In some ways, it is burdensome to know that one is autistic, to know that one has what is, due to the fact that society is not set up in a way that best deals with the autistic neurology, a disability, to know that one’s weaknesses and struggles are not necessarily ever going to go away, to know that some people will always see you as “broken” and “deficit” no matter what you achieve or how content you become with yourself, to know that you have something that doesn’t “get better”, necessarily.
But in a lot of ways, it is also freeing, too, to know that one isn’t “failing to be normal” because you’re “normal” for what you are — an autistic person. It’s freeing to know that there are others like you, some who have achieved things that you hope to achieve, some who have achieved more than you ever had the audacity to think possible for someone like you, many who are happy and healthy and living great lives in spite of, if not because of, that very difference. It’s burdensome to wear the mask, but it’s freeing to know that what lies beneath that mask is natural, is acceptable, is something that can lead to community instead of isolation, understanding instead of more confusion, hope instead of hopelessness.
And that’s why so many autistic advocates are pushing for greater access to diagnosis, or at least self-discovery.
There are some people who cannot afford to pursue the medical avenues that would lead to an official diagnosis (insurance isn’t always kind). There are people who are overlooked by “the system” due to being an adult, a non-male, and/or a person of color. And there are some people who simply don’t want a “paper-trail” behind them, who don’t want their autism charted on any government database lest it be used against them.

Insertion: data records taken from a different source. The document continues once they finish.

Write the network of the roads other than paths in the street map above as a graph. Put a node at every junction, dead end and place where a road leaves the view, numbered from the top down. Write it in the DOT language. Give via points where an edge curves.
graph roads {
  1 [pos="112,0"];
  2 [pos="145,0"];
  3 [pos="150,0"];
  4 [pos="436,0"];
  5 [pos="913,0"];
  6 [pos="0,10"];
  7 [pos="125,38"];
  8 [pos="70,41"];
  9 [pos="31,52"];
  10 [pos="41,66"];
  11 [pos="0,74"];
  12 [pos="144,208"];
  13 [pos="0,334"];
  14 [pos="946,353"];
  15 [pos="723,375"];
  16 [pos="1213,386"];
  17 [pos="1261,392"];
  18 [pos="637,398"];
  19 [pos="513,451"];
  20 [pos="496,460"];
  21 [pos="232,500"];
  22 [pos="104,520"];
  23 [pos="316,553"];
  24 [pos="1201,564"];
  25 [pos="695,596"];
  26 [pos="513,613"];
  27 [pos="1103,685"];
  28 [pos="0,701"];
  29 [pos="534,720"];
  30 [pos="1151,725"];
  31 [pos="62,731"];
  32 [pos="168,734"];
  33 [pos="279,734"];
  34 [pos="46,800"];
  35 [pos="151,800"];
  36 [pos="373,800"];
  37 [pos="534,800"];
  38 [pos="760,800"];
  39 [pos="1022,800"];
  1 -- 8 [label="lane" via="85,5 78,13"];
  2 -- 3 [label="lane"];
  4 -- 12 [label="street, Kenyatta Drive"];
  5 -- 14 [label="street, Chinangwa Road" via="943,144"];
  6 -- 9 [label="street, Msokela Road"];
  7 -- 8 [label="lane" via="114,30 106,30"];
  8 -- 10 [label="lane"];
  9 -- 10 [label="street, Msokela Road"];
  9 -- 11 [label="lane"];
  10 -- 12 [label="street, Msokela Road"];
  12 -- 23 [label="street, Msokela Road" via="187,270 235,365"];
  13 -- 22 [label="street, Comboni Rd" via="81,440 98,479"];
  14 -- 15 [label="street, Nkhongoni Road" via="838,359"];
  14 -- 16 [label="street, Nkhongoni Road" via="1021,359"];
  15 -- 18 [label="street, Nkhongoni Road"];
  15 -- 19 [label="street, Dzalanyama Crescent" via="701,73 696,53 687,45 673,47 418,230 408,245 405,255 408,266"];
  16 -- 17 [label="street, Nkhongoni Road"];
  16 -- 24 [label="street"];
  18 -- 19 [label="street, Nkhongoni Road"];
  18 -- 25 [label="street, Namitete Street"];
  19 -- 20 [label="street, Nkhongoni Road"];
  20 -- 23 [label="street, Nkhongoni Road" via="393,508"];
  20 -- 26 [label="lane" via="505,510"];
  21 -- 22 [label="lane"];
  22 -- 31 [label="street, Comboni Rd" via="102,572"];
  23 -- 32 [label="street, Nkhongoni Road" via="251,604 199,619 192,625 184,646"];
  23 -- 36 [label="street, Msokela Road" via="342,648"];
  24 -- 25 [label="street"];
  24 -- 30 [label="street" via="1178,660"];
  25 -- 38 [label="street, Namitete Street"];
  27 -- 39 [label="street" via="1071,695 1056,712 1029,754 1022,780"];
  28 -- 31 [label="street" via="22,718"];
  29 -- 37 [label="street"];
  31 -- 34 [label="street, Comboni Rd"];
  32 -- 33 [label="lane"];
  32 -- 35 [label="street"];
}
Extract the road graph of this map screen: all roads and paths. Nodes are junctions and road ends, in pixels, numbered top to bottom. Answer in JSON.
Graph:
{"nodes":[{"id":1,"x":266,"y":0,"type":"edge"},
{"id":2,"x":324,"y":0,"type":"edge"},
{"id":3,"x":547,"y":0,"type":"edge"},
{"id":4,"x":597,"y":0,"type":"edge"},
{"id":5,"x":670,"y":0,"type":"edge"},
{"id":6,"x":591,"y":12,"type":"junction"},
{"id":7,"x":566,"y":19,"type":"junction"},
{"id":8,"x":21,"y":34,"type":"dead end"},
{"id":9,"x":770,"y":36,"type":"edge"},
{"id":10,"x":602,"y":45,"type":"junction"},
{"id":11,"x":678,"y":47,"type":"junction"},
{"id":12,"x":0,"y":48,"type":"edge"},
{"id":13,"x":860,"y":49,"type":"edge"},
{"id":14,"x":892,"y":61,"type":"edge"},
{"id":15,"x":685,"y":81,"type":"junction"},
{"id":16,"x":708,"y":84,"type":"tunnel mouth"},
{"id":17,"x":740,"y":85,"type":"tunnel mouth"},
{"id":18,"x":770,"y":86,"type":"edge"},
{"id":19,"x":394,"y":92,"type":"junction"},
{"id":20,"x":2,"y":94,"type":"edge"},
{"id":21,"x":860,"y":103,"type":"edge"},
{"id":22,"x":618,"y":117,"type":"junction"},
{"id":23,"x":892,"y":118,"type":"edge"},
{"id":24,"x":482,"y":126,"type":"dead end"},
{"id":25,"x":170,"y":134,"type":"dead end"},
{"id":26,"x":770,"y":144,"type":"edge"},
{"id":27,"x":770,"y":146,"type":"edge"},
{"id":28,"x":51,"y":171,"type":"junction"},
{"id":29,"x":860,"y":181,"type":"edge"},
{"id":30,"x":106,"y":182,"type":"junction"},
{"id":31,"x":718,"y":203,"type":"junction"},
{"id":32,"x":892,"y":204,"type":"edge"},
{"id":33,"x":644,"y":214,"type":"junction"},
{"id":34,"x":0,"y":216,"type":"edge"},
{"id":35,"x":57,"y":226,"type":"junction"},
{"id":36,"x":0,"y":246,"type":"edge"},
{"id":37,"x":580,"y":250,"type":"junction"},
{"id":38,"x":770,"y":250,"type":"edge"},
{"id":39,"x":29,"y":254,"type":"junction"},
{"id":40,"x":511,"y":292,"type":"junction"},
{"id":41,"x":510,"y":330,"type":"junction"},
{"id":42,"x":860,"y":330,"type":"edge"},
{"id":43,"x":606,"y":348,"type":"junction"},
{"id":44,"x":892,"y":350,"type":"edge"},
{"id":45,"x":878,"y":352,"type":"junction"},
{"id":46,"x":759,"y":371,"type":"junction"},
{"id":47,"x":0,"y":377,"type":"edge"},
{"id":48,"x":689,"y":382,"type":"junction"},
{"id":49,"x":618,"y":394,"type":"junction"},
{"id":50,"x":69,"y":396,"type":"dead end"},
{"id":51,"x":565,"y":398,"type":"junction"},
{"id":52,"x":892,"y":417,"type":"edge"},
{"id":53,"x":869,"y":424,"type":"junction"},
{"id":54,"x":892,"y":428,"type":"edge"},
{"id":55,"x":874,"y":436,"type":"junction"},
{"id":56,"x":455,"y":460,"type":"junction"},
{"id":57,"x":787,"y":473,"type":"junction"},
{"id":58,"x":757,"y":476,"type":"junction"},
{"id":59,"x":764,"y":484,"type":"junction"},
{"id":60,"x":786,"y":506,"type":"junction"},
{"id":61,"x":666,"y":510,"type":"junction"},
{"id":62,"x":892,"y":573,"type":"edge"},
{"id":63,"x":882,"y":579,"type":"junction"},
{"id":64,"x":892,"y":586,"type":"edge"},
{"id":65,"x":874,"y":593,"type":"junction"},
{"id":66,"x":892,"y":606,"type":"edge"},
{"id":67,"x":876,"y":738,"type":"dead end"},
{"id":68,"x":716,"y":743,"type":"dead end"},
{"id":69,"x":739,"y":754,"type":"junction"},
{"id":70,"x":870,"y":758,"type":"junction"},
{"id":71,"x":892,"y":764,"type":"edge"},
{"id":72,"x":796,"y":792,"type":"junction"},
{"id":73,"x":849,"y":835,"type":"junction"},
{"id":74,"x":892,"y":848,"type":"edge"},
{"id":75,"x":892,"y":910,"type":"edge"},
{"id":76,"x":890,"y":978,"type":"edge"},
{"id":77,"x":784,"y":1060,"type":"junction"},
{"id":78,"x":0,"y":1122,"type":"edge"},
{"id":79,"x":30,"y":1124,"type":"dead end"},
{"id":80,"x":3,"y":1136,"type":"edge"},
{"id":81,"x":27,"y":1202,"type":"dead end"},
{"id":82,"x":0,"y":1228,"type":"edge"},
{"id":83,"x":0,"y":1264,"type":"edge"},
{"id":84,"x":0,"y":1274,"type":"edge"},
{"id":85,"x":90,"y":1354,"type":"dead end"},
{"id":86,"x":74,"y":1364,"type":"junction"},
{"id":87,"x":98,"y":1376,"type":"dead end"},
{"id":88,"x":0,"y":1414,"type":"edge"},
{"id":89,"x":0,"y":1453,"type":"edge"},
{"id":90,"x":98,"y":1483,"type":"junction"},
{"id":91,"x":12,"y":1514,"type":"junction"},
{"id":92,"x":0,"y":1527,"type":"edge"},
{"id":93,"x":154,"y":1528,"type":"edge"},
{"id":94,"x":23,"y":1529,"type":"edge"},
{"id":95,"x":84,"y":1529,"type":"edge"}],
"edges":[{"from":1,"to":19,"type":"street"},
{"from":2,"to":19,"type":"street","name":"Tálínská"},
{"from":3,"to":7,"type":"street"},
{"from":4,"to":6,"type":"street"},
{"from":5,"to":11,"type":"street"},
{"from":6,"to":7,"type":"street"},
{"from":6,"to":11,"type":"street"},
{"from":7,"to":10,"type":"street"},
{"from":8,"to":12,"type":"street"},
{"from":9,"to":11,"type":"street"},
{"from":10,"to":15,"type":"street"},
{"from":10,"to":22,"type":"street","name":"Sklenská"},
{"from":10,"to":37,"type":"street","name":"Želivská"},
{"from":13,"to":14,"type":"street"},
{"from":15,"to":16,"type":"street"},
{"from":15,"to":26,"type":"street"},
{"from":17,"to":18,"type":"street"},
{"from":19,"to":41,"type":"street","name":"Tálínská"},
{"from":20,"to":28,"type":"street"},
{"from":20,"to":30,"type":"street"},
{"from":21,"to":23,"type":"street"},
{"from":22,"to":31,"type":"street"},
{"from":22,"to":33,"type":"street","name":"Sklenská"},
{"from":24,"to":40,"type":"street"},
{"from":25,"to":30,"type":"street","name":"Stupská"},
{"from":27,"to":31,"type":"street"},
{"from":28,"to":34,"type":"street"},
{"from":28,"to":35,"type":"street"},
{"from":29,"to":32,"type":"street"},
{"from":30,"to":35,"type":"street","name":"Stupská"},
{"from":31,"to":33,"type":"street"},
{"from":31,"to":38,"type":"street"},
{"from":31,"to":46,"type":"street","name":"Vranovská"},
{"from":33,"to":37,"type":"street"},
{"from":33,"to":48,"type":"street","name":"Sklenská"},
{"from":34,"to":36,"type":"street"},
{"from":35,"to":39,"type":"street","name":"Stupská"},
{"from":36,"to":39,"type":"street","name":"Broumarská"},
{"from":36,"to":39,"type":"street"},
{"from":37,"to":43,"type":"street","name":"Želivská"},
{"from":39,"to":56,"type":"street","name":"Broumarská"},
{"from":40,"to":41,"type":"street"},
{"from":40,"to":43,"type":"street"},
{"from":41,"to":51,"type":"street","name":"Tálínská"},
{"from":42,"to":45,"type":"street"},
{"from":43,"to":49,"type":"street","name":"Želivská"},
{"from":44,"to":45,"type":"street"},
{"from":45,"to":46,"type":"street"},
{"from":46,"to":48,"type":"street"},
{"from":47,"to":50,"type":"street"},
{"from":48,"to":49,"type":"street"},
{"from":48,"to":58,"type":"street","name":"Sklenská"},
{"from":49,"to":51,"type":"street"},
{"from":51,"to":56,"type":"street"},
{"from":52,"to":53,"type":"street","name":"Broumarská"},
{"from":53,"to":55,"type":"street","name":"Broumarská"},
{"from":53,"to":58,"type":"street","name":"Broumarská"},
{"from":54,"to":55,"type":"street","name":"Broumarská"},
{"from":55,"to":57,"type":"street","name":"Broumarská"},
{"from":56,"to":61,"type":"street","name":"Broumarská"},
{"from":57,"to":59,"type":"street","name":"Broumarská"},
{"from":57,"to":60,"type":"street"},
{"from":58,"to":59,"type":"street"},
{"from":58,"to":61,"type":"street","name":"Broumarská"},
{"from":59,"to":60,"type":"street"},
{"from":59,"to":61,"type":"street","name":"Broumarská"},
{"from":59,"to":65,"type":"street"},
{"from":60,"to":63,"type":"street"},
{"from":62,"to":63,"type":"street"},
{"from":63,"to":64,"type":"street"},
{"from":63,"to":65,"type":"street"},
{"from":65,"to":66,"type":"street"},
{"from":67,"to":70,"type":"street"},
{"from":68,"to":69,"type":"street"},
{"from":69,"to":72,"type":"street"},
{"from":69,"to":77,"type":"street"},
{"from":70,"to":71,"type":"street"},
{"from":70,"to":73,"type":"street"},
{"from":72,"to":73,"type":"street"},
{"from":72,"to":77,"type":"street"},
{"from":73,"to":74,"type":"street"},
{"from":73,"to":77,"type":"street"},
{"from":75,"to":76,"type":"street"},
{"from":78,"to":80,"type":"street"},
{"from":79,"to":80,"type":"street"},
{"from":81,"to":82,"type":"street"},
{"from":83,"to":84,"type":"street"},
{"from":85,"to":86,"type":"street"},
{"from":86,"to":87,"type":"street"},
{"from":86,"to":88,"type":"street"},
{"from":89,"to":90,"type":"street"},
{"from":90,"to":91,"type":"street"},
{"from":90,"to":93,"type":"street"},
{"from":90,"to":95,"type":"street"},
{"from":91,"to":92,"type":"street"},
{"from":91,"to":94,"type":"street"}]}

An official diagnosis can open a lot of doors to resources and supports, but even knowing what autism is, what all it can look like in different people, knowing that there are people with different types of brains and different types of behaviors and different ways of being, can make things a lot easier to deal with. It can alert one that, yes, they are walking on lava with bare feet, they’re not just making that up. But it can also make the lava that much easier to walk on, since once then obtains the knowledge that others walk on lava differently and how they do it.